Aided by Joan (As Police Woman) Wasser as producer, Lau's new album is, in its early stages, a slightly rockier affair.
Kris Drever's guitar work is electrified and punchier on First Homecoming and The Death Of The Dining Car, while the flurry of notes from Martin Green's accordion and Aidan O'Rourke's fiddle on Back In Love Again uses the essence of traditional folk music to capture the headlong rush of infatuation.
Centrepiece is the 17-minute title track, premiered under the New Music Biennial banner at Celtic Connections in Commonwealth Games year, and again performed here in collaboration with the Elysian Quartet. As classical and folk boundaries blur, it becomes evident that Lau don't chase innovation and experimentation for their own ends, but to create unprecedented melodies, rhythms and textures. What a pure, flowing, euphoric piece of music this is.
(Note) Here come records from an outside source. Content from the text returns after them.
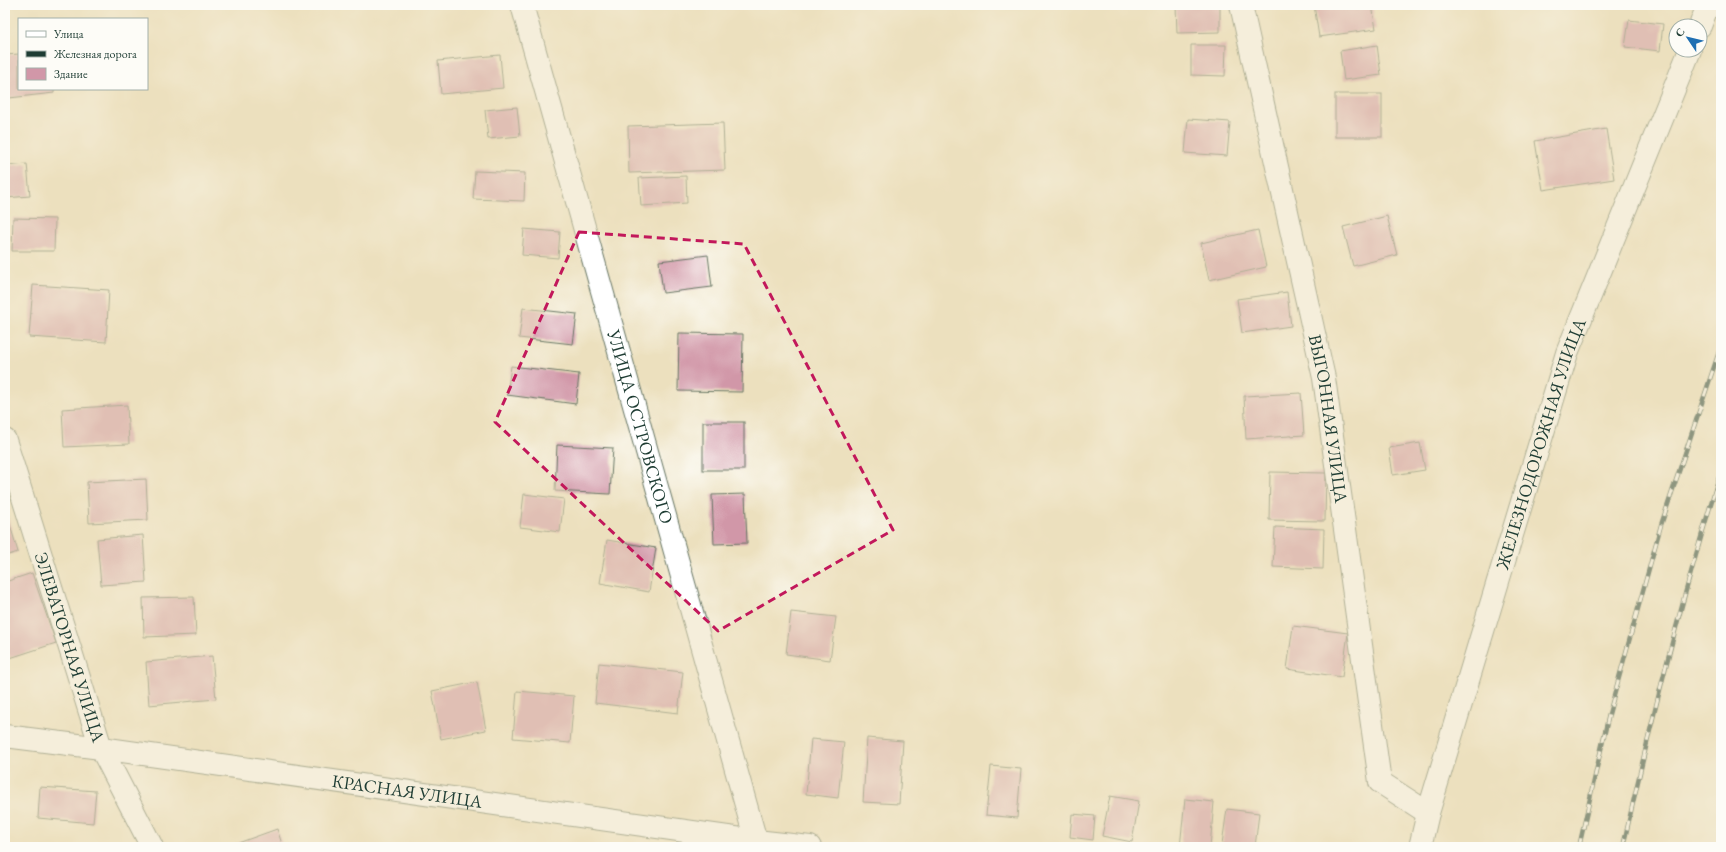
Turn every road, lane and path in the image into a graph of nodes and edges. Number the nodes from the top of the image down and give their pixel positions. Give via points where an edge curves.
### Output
1 (522, 5) edge
2 (1240, 5) edge
3 (1708, 5) edge
4 (1703, 18) edge
5 (1687, 58) edge
6 (5, 440) edge
7 (5, 736) edge
8 (101, 748) junction
9 (1428, 813) junction
10 (758, 844) edge
11 (152, 847) edge
12 (810, 847) edge
13 (1420, 847) edge

1 - 10 street, УЛИЦА ОСТРОВСКОГО
2 - 9 street, ВЫГОННАЯ УЛИЦА via 1324,378 1380,782
3 - 4 street
5 - 9 street, ЖЕЛЕЗНОДОРОЖНАЯ УЛИЦА via 1567,353
6 - 8 street, ЭЛЕВАТОРНАЯ УЛИЦА
7 - 8 street, КРАСНАЯ УЛИЦА
8 - 10 street, КРАСНАЯ УЛИЦА
8 - 11 street, ЭЛЕВАТОРНАЯ УЛИЦА
9 - 13 street, ЖЕЛЕЗНОДОРОЖНАЯ УЛИЦА
10 - 12 street, КРАСНАЯ УЛИЦА

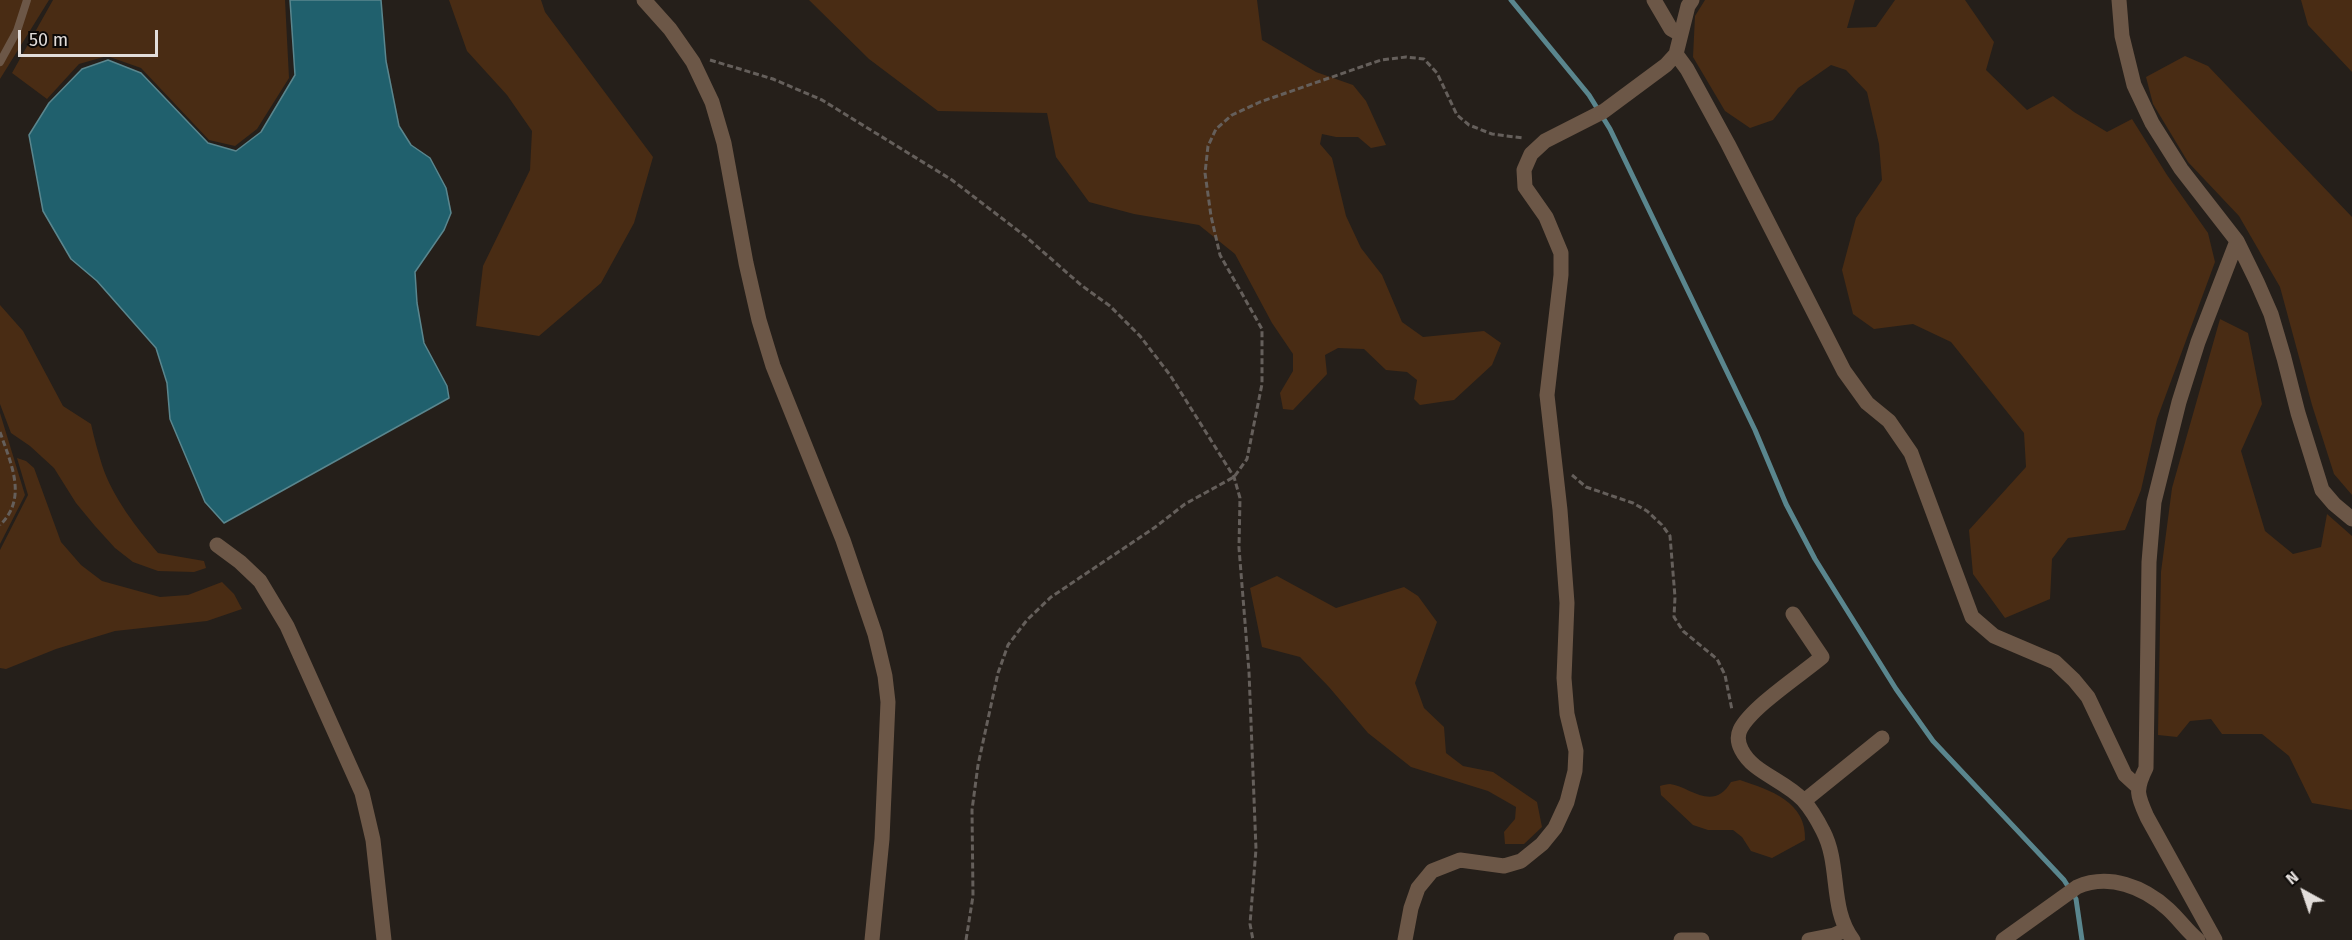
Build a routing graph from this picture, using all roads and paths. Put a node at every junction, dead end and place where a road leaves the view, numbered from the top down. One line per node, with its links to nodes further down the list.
1 (27, 0): 8 (lane)
2 (645, 0): 9 (street)
3 (1654, 0): 6 (street)
4 (1692, 0): 6 (street)
5 (2119, 0): 11 (street)
6 (1680, 34): 7 (street)
7 (1676, 54): 10 (street); 21 (street)
8 (0, 62)
9 (693, 62): 14 (path); 25 (street)
10 (1545, 141): 13 (street); 14 (path)
11 (2237, 241): 15 (street); 21 (street)
12 (0, 432): 16 (path)
13 (1553, 453): 19 (path); 28 (street)
14 (1234, 477): 26 (path); 27 (path)
15 (2352, 519)
16 (0, 525)
17 (217, 545): 24 (street)
18 (1792, 614): 19 (street)
19 (1740, 730): 22 (street)
20 (1882, 738): 22 (street)
21 (2137, 786): 34 (street)
22 (1804, 801): 23 (street)
23 (1849, 935): 31 (street)
24 (384, 940)
25 (872, 940)
26 (966, 940)
27 (1253, 940)
28 (1405, 940)
29 (1681, 940): 30 (street)
30 (1702, 940)
31 (1809, 940)
32 (2003, 940): 33 (street)
33 (2198, 940)
34 (2215, 940)

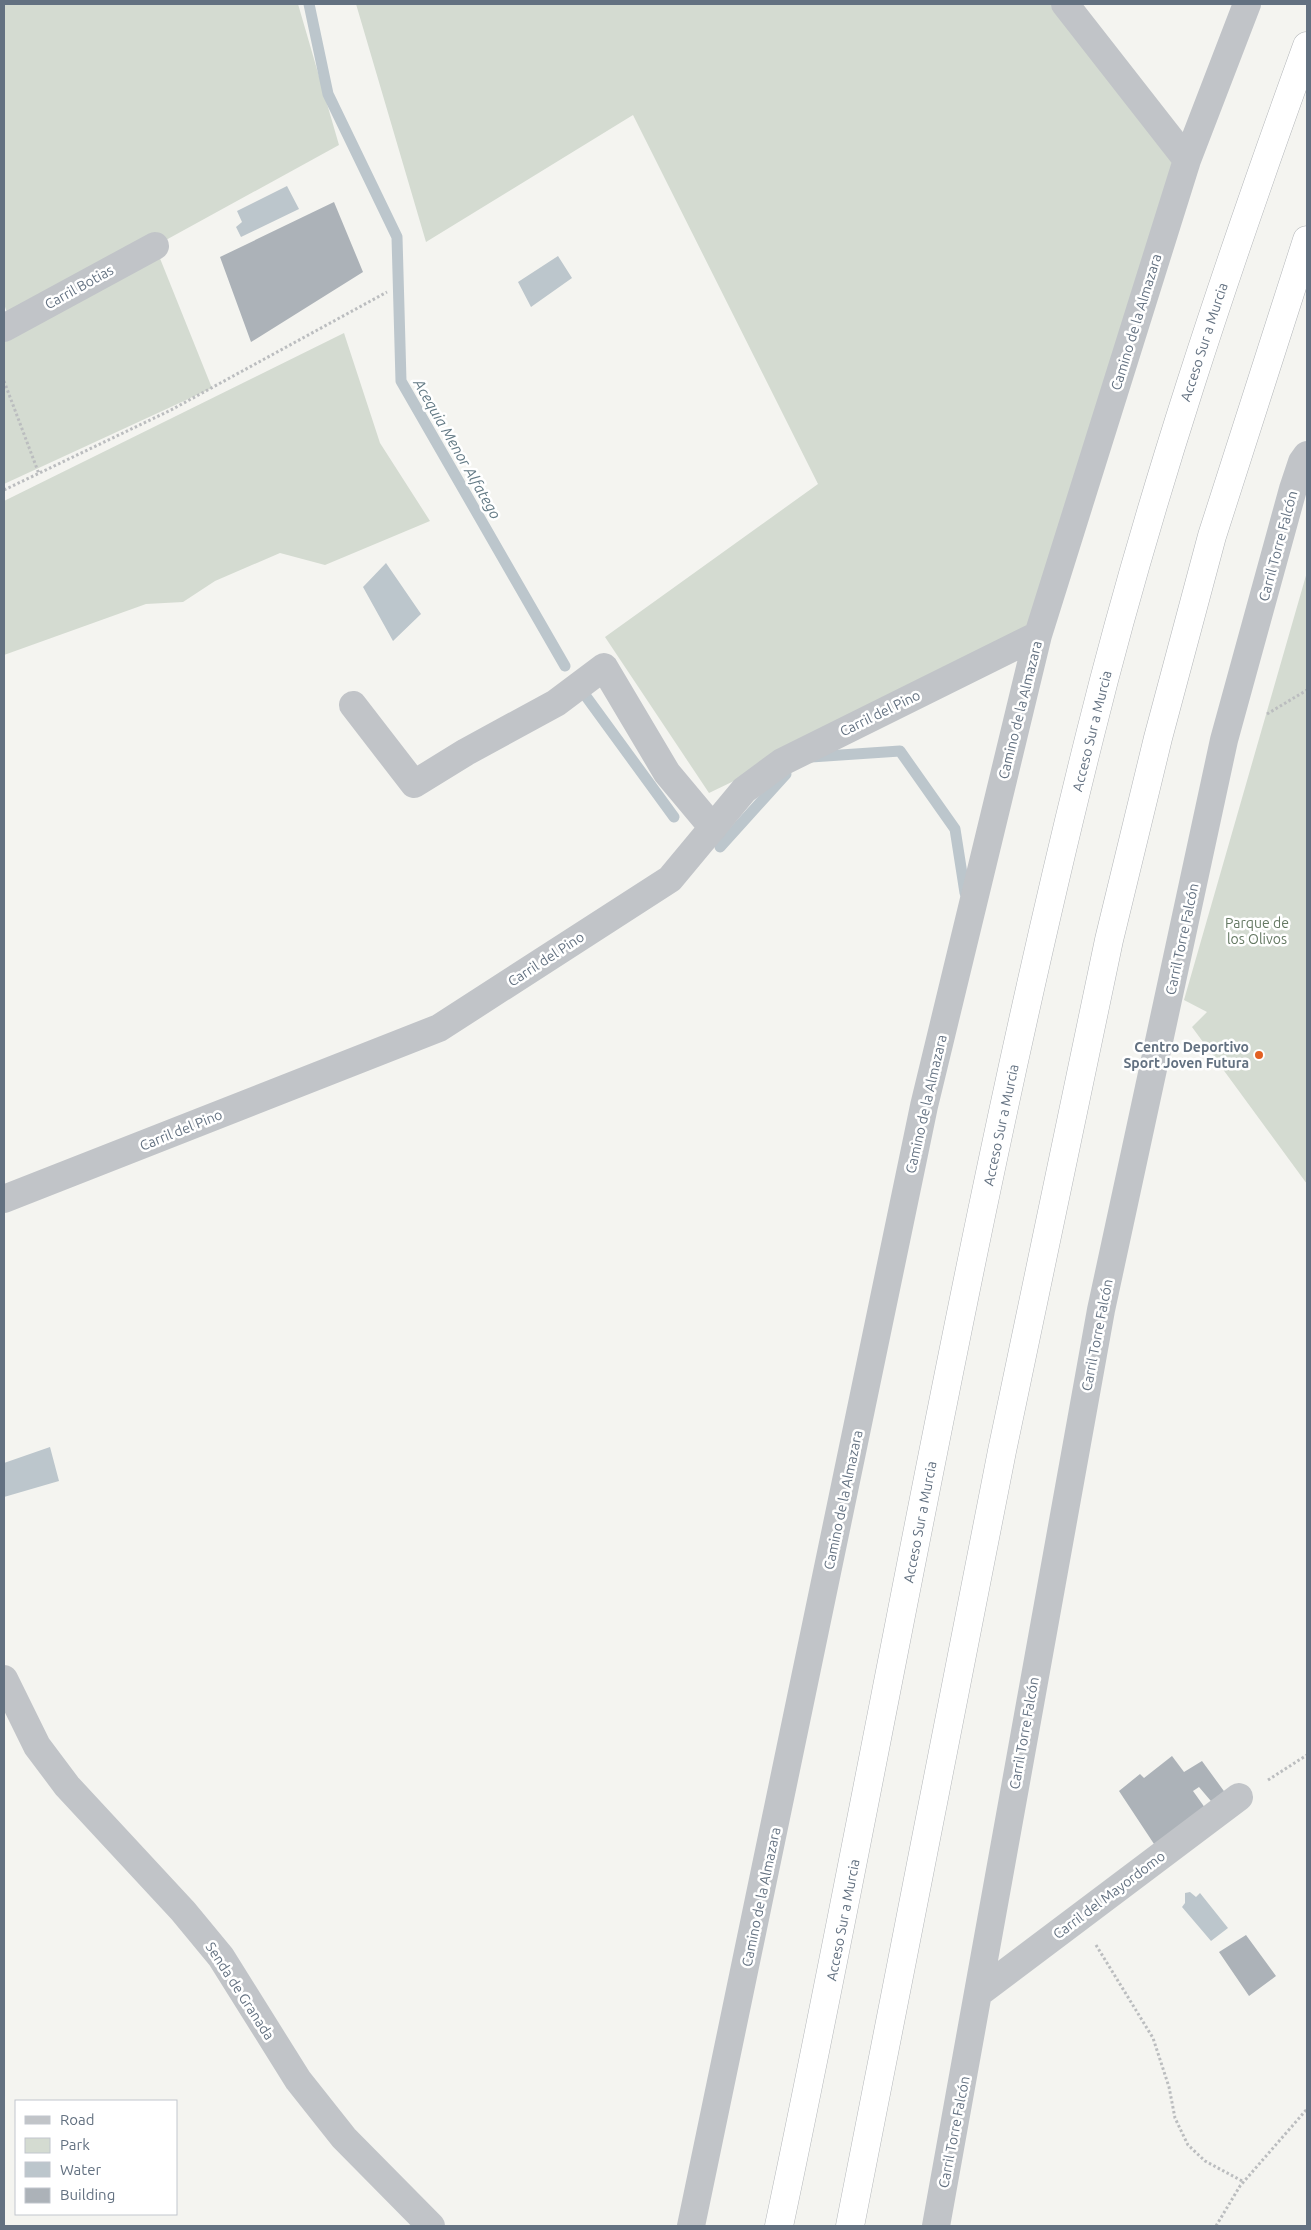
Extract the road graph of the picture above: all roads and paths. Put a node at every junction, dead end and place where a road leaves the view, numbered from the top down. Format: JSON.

The album ends with Ghosts, the best, most emotive song in Lau's repertoire, its message about immigration so timely and yet so timeless. As soon as their first record, 2007's Lightweights And Gentlemen, was out of the traps, Lau proved themselves to be one of the best live bands in the country. Now, with The Bell That Never Rang, this trio are so far ahead of everyone else in the studio that it's almost embarrassing.